TASK INSTRUCTIONS: Every line of the material must be copied exactly, from the first to the last.

MATERIAL PROVIDED:

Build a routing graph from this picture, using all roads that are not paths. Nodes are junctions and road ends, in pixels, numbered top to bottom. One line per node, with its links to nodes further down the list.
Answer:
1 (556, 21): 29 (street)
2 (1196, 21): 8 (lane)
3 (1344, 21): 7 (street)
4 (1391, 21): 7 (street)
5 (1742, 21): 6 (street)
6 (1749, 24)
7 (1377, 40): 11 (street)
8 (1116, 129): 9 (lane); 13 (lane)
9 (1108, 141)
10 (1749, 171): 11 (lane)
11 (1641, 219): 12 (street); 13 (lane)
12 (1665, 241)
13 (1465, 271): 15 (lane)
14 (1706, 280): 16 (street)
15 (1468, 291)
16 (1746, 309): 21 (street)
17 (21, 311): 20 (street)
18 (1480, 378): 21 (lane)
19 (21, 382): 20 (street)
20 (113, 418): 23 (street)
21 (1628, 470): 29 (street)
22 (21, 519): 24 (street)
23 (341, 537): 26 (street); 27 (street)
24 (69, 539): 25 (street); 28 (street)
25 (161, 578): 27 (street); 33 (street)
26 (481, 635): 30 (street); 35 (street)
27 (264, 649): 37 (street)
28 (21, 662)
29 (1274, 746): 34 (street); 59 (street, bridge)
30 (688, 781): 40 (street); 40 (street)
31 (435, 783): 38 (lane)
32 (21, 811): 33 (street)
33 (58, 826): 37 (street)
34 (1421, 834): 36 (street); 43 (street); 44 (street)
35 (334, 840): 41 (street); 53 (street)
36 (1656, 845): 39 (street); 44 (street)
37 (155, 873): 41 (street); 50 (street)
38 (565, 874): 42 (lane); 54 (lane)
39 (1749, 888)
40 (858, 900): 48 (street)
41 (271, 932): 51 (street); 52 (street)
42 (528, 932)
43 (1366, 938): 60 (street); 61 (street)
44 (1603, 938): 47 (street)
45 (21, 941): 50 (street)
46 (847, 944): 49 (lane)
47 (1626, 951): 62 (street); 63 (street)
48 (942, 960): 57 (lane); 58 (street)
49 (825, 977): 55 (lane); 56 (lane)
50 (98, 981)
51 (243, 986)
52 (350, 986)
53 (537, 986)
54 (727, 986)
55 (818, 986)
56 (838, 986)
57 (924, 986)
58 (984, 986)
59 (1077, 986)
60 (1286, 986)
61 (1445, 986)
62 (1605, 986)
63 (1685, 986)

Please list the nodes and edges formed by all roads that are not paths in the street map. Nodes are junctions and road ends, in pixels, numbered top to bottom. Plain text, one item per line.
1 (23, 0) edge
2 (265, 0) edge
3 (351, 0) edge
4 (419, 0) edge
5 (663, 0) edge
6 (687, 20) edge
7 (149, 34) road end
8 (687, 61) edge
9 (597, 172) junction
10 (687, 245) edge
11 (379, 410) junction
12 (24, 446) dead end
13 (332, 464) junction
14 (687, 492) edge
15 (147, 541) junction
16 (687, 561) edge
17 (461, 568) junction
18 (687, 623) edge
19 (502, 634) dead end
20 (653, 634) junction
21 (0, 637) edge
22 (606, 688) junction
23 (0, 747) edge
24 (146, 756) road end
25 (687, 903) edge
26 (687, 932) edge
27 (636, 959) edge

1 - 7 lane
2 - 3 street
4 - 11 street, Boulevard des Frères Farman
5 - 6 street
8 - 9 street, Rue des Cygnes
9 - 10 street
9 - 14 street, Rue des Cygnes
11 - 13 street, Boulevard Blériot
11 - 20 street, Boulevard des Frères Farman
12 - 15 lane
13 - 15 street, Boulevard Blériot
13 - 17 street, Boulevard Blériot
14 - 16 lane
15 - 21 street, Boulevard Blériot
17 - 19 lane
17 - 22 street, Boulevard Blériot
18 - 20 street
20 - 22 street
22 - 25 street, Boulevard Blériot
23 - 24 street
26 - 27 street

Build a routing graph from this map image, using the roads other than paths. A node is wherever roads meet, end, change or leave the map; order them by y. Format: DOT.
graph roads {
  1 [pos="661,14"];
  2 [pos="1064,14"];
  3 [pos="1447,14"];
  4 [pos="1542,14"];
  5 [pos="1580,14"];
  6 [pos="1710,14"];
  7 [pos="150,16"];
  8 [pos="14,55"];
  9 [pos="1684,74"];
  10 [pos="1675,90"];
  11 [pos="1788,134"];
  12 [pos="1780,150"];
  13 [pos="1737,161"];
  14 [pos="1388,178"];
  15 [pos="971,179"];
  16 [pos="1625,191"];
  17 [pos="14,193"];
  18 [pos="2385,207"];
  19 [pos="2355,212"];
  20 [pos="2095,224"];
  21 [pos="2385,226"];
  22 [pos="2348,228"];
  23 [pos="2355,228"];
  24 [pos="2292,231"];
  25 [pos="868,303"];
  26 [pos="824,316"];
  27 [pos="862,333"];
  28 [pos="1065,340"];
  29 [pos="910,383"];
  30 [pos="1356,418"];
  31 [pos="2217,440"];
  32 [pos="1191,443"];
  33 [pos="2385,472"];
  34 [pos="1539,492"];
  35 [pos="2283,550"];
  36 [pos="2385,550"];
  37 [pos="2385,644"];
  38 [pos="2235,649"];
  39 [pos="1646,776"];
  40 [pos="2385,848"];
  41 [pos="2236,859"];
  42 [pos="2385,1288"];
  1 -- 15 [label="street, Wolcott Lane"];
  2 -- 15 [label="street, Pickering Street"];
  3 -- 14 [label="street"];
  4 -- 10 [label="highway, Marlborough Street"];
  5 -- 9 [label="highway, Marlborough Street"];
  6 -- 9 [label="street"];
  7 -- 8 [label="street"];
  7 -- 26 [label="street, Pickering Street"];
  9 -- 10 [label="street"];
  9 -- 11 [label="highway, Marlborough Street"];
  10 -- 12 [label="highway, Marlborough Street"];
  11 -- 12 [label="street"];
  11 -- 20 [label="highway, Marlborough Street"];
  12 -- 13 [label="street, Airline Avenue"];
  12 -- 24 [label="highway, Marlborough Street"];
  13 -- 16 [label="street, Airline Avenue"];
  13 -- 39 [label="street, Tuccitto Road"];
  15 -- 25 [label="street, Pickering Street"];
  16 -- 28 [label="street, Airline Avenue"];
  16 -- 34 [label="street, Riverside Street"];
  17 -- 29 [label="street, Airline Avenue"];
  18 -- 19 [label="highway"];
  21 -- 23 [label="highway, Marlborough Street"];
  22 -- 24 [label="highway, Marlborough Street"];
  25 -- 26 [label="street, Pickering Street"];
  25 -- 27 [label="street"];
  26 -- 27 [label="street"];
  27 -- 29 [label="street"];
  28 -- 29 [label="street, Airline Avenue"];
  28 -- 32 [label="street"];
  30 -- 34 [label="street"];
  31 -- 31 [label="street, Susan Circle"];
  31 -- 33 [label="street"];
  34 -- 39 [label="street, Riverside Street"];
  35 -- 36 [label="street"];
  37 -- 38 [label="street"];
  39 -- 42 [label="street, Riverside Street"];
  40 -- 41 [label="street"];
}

WRITTEN RESPONSE:
Build a routing graph from this picture, using all roads that are not paths. Nodes are junctions and road ends, in pixels, numbered top to bottom. One line per node, with its links to nodes further down the list.
Answer:
1 (556, 21): 29 (street)
2 (1196, 21): 8 (lane)
3 (1344, 21): 7 (street)
4 (1391, 21): 7 (street)
5 (1742, 21): 6 (street)
6 (1749, 24)
7 (1377, 40): 11 (street)
8 (1116, 129): 9 (lane); 13 (lane)
9 (1108, 141)
10 (1749, 171): 11 (lane)
11 (1641, 219): 12 (street); 13 (lane)
12 (1665, 241)
13 (1465, 271): 15 (lane)
14 (1706, 280): 16 (street)
15 (1468, 291)
16 (1746, 309): 21 (street)
17 (21, 311): 20 (street)
18 (1480, 378): 21 (lane)
19 (21, 382): 20 (street)
20 (113, 418): 23 (street)
21 (1628, 470): 29 (street)
22 (21, 519): 24 (street)
23 (341, 537): 26 (street); 27 (street)
24 (69, 539): 25 (street); 28 (street)
25 (161, 578): 27 (street); 33 (street)
26 (481, 635): 30 (street); 35 (street)
27 (264, 649): 37 (street)
28 (21, 662)
29 (1274, 746): 34 (street); 59 (street, bridge)
30 (688, 781): 40 (street); 40 (street)
31 (435, 783): 38 (lane)
32 (21, 811): 33 (street)
33 (58, 826): 37 (street)
34 (1421, 834): 36 (street); 43 (street); 44 (street)
35 (334, 840): 41 (street); 53 (street)
36 (1656, 845): 39 (street); 44 (street)
37 (155, 873): 41 (street); 50 (street)
38 (565, 874): 42 (lane); 54 (lane)
39 (1749, 888)
40 (858, 900): 48 (street)
41 (271, 932): 51 (street); 52 (street)
42 (528, 932)
43 (1366, 938): 60 (street); 61 (street)
44 (1603, 938): 47 (street)
45 (21, 941): 50 (street)
46 (847, 944): 49 (lane)
47 (1626, 951): 62 (street); 63 (street)
48 (942, 960): 57 (lane); 58 (street)
49 (825, 977): 55 (lane); 56 (lane)
50 (98, 981)
51 (243, 986)
52 (350, 986)
53 (537, 986)
54 (727, 986)
55 (818, 986)
56 (838, 986)
57 (924, 986)
58 (984, 986)
59 (1077, 986)
60 (1286, 986)
61 (1445, 986)
62 (1605, 986)
63 (1685, 986)

Please list the nodes and edges formed by all roads that are not paths in the street map. Nodes are junctions and road ends, in pixels, numbered top to bottom. Plain text, one item per line.
1 (23, 0) edge
2 (265, 0) edge
3 (351, 0) edge
4 (419, 0) edge
5 (663, 0) edge
6 (687, 20) edge
7 (149, 34) road end
8 (687, 61) edge
9 (597, 172) junction
10 (687, 245) edge
11 (379, 410) junction
12 (24, 446) dead end
13 (332, 464) junction
14 (687, 492) edge
15 (147, 541) junction
16 (687, 561) edge
17 (461, 568) junction
18 (687, 623) edge
19 (502, 634) dead end
20 (653, 634) junction
21 (0, 637) edge
22 (606, 688) junction
23 (0, 747) edge
24 (146, 756) road end
25 (687, 903) edge
26 (687, 932) edge
27 (636, 959) edge

1 - 7 lane
2 - 3 street
4 - 11 street, Boulevard des Frères Farman
5 - 6 street
8 - 9 street, Rue des Cygnes
9 - 10 street
9 - 14 street, Rue des Cygnes
11 - 13 street, Boulevard Blériot
11 - 20 street, Boulevard des Frères Farman
12 - 15 lane
13 - 15 street, Boulevard Blériot
13 - 17 street, Boulevard Blériot
14 - 16 lane
15 - 21 street, Boulevard Blériot
17 - 19 lane
17 - 22 street, Boulevard Blériot
18 - 20 street
20 - 22 street
22 - 25 street, Boulevard Blériot
23 - 24 street
26 - 27 street

Build a routing graph from this map image, using the roads other than paths. A node is wherever roads meet, end, change or leave the map; order them by y. Format: DOT.
graph roads {
  1 [pos="661,14"];
  2 [pos="1064,14"];
  3 [pos="1447,14"];
  4 [pos="1542,14"];
  5 [pos="1580,14"];
  6 [pos="1710,14"];
  7 [pos="150,16"];
  8 [pos="14,55"];
  9 [pos="1684,74"];
  10 [pos="1675,90"];
  11 [pos="1788,134"];
  12 [pos="1780,150"];
  13 [pos="1737,161"];
  14 [pos="1388,178"];
  15 [pos="971,179"];
  16 [pos="1625,191"];
  17 [pos="14,193"];
  18 [pos="2385,207"];
  19 [pos="2355,212"];
  20 [pos="2095,224"];
  21 [pos="2385,226"];
  22 [pos="2348,228"];
  23 [pos="2355,228"];
  24 [pos="2292,231"];
  25 [pos="868,303"];
  26 [pos="824,316"];
  27 [pos="862,333"];
  28 [pos="1065,340"];
  29 [pos="910,383"];
  30 [pos="1356,418"];
  31 [pos="2217,440"];
  32 [pos="1191,443"];
  33 [pos="2385,472"];
  34 [pos="1539,492"];
  35 [pos="2283,550"];
  36 [pos="2385,550"];
  37 [pos="2385,644"];
  38 [pos="2235,649"];
  39 [pos="1646,776"];
  40 [pos="2385,848"];
  41 [pos="2236,859"];
  42 [pos="2385,1288"];
  1 -- 15 [label="street, Wolcott Lane"];
  2 -- 15 [label="street, Pickering Street"];
  3 -- 14 [label="street"];
  4 -- 10 [label="highway, Marlborough Street"];
  5 -- 9 [label="highway, Marlborough Street"];
  6 -- 9 [label="street"];
  7 -- 8 [label="street"];
  7 -- 26 [label="street, Pickering Street"];
  9 -- 10 [label="street"];
  9 -- 11 [label="highway, Marlborough Street"];
  10 -- 12 [label="highway, Marlborough Street"];
  11 -- 12 [label="street"];
  11 -- 20 [label="highway, Marlborough Street"];
  12 -- 13 [label="street, Airline Avenue"];
  12 -- 24 [label="highway, Marlborough Street"];
  13 -- 16 [label="street, Airline Avenue"];
  13 -- 39 [label="street, Tuccitto Road"];
  15 -- 25 [label="street, Pickering Street"];
  16 -- 28 [label="street, Airline Avenue"];
  16 -- 34 [label="street, Riverside Street"];
  17 -- 29 [label="street, Airline Avenue"];
  18 -- 19 [label="highway"];
  21 -- 23 [label="highway, Marlborough Street"];
  22 -- 24 [label="highway, Marlborough Street"];
  25 -- 26 [label="street, Pickering Street"];
  25 -- 27 [label="street"];
  26 -- 27 [label="street"];
  27 -- 29 [label="street"];
  28 -- 29 [label="street, Airline Avenue"];
  28 -- 32 [label="street"];
  30 -- 34 [label="street"];
  31 -- 31 [label="street, Susan Circle"];
  31 -- 33 [label="street"];
  34 -- 39 [label="street, Riverside Street"];
  35 -- 36 [label="street"];
  37 -- 38 [label="street"];
  39 -- 42 [label="street, Riverside Street"];
  40 -- 41 [label="street"];
}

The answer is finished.